- **Task statement**
Within the data below, count every line that includes "image" and report the total alone.

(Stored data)
== == ==

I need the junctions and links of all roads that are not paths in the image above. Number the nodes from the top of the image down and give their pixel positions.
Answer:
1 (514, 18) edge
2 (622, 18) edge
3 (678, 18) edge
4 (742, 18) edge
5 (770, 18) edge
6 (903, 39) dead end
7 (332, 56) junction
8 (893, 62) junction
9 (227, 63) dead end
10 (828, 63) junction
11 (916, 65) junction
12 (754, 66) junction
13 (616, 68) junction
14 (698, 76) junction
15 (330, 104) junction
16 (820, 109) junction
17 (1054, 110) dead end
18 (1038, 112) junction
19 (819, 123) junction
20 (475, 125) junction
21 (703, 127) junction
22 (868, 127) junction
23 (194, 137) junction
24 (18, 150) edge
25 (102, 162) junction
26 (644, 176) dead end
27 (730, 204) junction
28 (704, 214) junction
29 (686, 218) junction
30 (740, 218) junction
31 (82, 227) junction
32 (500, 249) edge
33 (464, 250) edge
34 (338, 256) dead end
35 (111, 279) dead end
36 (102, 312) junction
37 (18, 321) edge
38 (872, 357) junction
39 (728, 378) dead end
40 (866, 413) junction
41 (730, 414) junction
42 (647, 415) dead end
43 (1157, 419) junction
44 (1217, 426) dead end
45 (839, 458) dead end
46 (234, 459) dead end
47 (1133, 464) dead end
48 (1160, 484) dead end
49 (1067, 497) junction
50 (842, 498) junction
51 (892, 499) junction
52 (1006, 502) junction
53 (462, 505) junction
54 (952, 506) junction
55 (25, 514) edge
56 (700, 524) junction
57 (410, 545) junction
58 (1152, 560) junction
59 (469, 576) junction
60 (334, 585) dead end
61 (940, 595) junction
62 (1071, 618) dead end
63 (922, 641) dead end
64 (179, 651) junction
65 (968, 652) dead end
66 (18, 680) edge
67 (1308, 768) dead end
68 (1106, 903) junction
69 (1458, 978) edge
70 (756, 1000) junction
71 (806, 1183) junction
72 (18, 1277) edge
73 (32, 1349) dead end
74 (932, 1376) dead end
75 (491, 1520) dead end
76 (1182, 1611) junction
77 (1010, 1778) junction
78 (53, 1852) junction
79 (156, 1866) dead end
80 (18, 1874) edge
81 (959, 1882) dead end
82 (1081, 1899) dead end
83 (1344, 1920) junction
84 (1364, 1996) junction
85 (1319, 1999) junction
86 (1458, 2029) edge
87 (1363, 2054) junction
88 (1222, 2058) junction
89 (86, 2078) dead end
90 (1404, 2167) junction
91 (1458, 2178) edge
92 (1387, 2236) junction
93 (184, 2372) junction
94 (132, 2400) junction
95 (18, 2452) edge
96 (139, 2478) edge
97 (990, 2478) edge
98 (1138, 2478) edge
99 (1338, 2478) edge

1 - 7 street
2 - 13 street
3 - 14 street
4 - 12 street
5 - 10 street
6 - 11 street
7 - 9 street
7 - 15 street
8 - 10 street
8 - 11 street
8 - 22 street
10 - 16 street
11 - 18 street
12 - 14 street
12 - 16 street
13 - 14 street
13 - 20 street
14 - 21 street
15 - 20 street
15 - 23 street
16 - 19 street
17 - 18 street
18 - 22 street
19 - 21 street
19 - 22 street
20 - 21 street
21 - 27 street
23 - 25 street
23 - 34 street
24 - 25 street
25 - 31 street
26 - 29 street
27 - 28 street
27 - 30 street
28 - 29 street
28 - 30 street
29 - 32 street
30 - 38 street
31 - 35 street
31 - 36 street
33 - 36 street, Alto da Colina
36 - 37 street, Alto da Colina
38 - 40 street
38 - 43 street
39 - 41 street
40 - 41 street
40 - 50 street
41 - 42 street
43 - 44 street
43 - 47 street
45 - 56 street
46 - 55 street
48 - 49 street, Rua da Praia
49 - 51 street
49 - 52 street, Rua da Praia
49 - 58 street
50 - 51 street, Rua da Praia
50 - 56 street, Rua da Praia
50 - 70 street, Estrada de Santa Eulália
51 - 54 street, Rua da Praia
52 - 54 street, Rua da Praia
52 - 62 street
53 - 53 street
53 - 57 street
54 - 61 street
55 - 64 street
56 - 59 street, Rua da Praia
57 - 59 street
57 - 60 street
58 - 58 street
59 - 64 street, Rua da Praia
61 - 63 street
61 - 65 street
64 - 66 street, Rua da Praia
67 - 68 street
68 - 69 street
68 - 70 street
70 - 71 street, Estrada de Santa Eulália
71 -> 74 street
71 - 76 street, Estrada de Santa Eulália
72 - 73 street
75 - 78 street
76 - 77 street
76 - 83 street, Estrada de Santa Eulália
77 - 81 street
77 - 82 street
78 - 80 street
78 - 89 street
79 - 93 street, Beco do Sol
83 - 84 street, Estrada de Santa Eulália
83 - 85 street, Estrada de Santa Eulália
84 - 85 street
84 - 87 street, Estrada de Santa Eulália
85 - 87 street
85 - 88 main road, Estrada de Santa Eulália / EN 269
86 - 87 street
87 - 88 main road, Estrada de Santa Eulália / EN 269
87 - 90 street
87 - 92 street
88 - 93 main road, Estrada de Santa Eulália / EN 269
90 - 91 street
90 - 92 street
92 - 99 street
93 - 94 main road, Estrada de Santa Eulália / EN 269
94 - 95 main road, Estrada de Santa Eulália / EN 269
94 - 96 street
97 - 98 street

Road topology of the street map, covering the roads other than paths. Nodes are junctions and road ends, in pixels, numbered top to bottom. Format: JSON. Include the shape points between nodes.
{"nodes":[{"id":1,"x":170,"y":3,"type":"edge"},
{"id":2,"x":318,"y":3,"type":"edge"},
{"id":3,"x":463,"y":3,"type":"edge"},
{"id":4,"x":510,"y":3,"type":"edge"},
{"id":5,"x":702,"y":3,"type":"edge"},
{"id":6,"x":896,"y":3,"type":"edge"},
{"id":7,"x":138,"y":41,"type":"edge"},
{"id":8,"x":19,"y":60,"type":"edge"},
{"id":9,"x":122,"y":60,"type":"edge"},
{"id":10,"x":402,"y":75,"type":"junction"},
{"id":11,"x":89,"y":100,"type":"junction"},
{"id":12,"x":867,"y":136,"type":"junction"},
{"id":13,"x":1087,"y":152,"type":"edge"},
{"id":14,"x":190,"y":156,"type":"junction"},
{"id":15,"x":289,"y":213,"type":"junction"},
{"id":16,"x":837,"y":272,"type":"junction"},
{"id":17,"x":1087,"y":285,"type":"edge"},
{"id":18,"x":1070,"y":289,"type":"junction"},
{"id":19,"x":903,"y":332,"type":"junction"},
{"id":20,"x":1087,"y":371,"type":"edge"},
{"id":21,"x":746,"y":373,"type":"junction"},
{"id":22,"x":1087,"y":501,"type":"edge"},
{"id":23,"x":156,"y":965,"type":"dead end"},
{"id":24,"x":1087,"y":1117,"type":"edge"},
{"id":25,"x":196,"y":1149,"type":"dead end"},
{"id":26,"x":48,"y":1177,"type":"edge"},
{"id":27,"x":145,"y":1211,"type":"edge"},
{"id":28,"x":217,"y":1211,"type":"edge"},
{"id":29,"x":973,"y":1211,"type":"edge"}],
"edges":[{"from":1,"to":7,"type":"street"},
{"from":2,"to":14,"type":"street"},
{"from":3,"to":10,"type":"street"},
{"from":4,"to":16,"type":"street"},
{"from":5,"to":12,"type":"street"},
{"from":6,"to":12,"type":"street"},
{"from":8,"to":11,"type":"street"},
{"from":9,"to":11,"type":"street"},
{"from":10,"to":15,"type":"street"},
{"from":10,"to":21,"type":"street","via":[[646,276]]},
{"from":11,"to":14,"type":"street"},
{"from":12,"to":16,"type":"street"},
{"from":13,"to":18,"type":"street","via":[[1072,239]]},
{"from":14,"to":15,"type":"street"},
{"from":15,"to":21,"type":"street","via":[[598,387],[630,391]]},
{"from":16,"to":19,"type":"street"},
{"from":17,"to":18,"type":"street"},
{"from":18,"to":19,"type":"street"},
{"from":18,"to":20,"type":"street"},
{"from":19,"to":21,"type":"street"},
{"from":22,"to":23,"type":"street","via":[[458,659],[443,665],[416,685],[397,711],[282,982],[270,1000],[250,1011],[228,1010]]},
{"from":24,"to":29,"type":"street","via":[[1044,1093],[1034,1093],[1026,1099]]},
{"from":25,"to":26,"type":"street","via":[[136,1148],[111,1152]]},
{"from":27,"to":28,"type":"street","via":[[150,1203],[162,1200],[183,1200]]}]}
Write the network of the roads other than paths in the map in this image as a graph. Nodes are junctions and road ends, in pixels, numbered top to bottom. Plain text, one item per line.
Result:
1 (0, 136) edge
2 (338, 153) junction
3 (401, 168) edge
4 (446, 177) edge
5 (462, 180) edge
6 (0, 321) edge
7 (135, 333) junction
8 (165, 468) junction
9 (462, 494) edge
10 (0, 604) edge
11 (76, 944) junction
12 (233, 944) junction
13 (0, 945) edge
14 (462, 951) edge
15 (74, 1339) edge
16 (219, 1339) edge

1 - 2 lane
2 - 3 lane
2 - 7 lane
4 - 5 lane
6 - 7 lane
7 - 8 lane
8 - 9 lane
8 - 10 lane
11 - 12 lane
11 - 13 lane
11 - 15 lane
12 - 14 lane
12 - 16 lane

== == ==

- **Answer for this exercise**
2